Authorisation Requirement: BaFin’s Regulatory Powers and Guidelines for Consumers

Allegations that BaFin has failed to take action against dubious business practices and the providers thereof despite knowledge of them appear time and again in the media. Whenever investors undergo losses in such business dealings we see headlines like: "Supervisory Authority stands by and does nothing", "How BaFin almost protected investors" or "S&K investment scandal - was BaFin asleep at the wheel?"1.

All of these headlines have one thing in common, i.e. a fundamental misunderstanding of BaFin's responsibilities. It is a widely spread misconception that BaFin is responsible for ensuring the airtight monitoring of the capital markets and for protecting consumers from all unsound and risky business practices – quasi through quality control. However, BaFin does not have the legal authorisation for this type of all-encompassing quality control. Furthermore, comprehensive regulation of the financial markets would contradict free market principles and the basic premise that citizens are competent and free to decide for themselves.

Therefore, except in cases of business operations requiring authorisation or activities prohibited under supervisory law, BaFin cannot take action. This includes all investment offers available on the unregulated capital market, regardless of how suspect these business opportunities from (dubious) providers appear to be, or in fact are.

The legal capital market versus illegal investment schemes

But for which types of transactions must the provider have authorisation? Or to phrase it differently, where are the boundaries that separate the legal from the unregulated from the illegal capital market? And what is BaFin's role in 'patrolling' these boundaries?
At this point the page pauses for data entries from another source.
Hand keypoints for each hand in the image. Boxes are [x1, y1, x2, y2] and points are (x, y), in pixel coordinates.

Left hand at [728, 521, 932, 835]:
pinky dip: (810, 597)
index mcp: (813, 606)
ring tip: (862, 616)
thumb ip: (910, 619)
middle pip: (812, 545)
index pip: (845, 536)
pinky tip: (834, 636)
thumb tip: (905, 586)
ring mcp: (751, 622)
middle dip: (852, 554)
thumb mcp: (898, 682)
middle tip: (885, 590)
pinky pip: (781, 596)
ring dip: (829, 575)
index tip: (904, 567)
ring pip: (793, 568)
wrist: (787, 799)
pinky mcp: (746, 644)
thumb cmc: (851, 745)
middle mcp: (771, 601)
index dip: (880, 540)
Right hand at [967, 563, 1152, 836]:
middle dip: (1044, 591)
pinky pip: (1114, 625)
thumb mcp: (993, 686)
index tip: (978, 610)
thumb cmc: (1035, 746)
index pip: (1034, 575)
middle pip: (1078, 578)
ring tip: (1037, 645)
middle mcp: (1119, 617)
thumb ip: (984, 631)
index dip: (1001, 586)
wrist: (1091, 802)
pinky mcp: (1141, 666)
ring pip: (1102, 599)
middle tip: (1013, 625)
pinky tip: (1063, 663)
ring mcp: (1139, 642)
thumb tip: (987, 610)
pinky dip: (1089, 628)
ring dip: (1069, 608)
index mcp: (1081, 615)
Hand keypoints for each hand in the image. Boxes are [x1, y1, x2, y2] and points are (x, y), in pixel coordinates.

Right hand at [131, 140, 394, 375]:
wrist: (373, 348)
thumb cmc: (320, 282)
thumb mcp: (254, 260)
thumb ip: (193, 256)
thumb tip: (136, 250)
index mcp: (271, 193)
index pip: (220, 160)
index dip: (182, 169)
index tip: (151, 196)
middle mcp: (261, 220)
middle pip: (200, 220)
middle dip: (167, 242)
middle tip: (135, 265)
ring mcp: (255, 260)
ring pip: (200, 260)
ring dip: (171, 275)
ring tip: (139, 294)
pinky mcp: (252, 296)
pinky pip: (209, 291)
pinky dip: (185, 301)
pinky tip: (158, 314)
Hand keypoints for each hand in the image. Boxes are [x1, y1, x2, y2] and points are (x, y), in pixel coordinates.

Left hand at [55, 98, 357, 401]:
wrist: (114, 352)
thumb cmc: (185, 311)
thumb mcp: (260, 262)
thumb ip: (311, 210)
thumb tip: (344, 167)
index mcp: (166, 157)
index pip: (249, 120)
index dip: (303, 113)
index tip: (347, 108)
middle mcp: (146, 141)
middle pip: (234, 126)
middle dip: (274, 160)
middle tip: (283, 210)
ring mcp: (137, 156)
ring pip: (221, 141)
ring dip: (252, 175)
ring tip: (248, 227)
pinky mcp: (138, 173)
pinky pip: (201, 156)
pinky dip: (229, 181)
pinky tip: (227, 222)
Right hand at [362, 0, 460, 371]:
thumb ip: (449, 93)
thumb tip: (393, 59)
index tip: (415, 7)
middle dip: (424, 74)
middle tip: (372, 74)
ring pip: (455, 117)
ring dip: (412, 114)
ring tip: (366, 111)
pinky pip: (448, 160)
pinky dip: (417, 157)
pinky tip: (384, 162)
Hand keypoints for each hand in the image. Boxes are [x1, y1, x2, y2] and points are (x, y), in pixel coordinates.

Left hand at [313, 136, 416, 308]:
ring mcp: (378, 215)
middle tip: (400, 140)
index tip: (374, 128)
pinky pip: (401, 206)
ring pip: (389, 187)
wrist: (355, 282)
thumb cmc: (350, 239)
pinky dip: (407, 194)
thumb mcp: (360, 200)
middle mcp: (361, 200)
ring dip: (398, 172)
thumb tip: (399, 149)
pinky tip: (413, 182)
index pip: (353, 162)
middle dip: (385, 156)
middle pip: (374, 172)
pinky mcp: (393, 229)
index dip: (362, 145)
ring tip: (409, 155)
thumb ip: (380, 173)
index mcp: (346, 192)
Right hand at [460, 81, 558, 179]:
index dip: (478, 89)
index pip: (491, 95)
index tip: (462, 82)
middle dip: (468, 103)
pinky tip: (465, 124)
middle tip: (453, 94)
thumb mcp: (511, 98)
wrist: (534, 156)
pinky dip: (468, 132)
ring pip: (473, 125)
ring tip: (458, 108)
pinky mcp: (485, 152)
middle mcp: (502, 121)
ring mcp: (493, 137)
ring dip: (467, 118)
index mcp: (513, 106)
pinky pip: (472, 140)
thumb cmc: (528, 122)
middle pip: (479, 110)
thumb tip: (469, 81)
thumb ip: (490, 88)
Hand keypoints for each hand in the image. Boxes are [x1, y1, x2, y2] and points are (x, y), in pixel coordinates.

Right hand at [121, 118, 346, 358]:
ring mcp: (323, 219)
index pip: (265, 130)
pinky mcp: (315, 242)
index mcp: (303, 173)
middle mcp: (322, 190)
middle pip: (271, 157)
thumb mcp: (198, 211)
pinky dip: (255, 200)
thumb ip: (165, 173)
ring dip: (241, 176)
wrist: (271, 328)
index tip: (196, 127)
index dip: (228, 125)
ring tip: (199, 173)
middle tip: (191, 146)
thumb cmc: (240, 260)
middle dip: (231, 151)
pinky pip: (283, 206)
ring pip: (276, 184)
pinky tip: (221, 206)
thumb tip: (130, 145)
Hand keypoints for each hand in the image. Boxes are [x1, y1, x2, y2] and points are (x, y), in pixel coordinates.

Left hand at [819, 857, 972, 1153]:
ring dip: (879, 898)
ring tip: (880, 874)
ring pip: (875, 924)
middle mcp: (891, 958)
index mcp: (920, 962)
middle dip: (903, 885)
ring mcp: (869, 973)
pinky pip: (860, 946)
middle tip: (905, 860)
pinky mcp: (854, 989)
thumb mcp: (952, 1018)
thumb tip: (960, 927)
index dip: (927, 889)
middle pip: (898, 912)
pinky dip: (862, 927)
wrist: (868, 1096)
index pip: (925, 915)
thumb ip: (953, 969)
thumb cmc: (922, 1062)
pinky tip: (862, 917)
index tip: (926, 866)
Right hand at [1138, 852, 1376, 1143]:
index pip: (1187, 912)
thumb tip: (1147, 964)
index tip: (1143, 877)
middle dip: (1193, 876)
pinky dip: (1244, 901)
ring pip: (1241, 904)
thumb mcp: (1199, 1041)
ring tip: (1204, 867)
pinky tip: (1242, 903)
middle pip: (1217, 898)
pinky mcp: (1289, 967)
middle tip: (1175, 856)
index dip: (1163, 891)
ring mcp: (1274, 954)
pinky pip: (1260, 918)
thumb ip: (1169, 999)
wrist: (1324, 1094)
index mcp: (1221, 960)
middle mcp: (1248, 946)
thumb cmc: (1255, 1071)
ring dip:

If a business venture encompasses an authorisation requirement which has been laid down within the relevant supervisory laws, and if this business venture is commercially organised, or operated on a scale which requires a commercially organised business undertaking, then, as a rule, authorisation is required. The provider will be allowed to conduct such business only if BaFin has granted it authorisation. The supervisory laws define which businesses and activities require authorisation.

Credit institutions, financial services providers, payment services providers, German management companies (Kapitalverwaltungsgesellschaften) and insurance undertakings operating with the authorisation of BaFin are active in the legal capital market. They are subject to ongoing supervision by BaFin.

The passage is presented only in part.